In Memoriam: Julie Saul (1954–2022)

February 16, 2022

By Grey Art Gallery Staff

A white woman sits at a dark brown, wooden dining table in her West Village apartment, sunlight streaming in from the open window behind her; art decorates the walls. She has curly, shoulder-length brown hair and wears a black, short-sleeved top, black pants, and black ballet flats. She beams at the camera while her dog—a long-haired, dusty brown Dachshund—sits attentively in her lap.

Julie Saul in her West Village apartment with her dog Augie in an undated photo. Photo by Tahir Karmali, courtesy The New York Times.

We at the Grey are heartbroken by the loss of our friend Julie Saul, an entrepreneurial Manhattan gallerist and NYU’s Institute of Fine Arts alum who championed many photographers and multimedia artists. Saul passed away on February 4, 2022, from leukemia. Penelope Green has written Saul’s obituary for the New York Times.
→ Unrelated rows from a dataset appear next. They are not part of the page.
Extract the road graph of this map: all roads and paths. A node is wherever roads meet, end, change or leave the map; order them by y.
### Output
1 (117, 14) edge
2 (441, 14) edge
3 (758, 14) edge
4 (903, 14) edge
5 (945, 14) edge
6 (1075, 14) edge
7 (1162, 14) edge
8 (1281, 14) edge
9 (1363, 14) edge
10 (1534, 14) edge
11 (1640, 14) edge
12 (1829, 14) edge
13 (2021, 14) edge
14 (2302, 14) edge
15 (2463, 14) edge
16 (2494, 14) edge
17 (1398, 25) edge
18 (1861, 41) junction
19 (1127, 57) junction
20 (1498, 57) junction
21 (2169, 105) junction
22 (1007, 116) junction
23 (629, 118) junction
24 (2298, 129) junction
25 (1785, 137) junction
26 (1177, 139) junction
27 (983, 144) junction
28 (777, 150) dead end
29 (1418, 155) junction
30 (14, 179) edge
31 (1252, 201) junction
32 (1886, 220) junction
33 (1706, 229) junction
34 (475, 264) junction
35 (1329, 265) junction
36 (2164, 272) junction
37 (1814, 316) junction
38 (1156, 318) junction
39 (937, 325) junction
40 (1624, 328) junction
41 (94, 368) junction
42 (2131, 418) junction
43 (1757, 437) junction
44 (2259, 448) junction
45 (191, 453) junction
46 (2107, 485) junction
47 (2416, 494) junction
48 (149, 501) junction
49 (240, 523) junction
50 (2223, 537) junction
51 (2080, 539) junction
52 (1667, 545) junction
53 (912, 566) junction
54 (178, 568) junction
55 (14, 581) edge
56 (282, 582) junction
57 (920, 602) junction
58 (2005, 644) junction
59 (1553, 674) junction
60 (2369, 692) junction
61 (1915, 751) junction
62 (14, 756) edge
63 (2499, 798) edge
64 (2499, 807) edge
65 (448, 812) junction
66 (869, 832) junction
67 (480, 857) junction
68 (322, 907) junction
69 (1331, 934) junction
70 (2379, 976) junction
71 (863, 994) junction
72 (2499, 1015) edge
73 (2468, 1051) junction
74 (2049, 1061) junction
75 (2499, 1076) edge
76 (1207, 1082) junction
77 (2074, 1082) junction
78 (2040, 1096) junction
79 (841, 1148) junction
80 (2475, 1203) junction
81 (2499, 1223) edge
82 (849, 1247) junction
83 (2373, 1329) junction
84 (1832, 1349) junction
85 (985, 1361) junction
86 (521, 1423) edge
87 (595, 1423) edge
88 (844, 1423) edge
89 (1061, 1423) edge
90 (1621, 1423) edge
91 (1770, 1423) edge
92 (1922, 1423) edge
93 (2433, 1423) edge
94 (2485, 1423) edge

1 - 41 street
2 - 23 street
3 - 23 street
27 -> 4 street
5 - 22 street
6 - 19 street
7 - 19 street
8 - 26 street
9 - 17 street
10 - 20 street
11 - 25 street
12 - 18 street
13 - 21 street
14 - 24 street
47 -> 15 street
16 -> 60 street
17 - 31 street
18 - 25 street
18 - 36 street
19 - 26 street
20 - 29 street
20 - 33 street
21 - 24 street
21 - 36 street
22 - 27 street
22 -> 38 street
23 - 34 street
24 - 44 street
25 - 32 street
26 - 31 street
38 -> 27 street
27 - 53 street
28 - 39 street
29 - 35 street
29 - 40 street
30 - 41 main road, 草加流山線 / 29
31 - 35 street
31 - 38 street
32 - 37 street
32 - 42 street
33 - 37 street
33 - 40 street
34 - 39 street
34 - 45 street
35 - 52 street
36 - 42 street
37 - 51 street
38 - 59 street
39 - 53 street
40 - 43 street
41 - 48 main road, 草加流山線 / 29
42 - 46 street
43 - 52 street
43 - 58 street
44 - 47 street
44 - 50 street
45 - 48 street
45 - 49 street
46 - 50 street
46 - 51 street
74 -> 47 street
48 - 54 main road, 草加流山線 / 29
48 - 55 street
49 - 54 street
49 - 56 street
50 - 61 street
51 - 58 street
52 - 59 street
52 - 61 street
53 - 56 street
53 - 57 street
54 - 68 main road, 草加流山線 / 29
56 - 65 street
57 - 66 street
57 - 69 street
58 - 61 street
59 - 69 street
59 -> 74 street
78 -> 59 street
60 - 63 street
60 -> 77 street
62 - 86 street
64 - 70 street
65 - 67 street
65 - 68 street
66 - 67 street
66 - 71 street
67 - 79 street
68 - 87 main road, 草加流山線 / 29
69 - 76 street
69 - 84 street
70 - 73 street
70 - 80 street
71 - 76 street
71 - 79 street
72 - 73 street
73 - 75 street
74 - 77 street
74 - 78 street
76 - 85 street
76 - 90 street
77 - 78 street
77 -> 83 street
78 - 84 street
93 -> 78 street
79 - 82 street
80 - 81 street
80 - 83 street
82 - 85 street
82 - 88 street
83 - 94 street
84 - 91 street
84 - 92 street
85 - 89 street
At the time of her death, she was working on a project she had begun nearly two decades years earlier to promote the life and legacy of Berthe Weill, a pioneering, early-20th-century Parisian art dealer who has been largely written out of art history. Saul was determined to get Ms. Weill’s memoir in print. Her dream will come to fruition this summer when “Pow! Right in the Eye! Thirty Years Behind the Scenes of Modern French Painting” is released by University of Chicago Press. It will be followed by an exhibition about Weill at the Montreal Museum of Fine Arts in the summer of 2024 and at the Grey the next year.

Lynn Gumpert, director of the Grey and a colleague of Saul, notes: “As all who knew her can attest, Julie was a truly irrepressible and effervescent force in the art world —she possessed a discerning eye and loved art history. She was also a longtime friend of Tom Sokolowski, my predecessor at the Grey Art Gallery. I owe a great debt of gratitude to Julie for introducing me to Berthe Weill, and like Julie, I became totally fascinated and transfixed by the saga of this remarkable woman who was the very first dealer to promote emerging artists. Julie lived life to the fullest and she’ll be dearly missed.”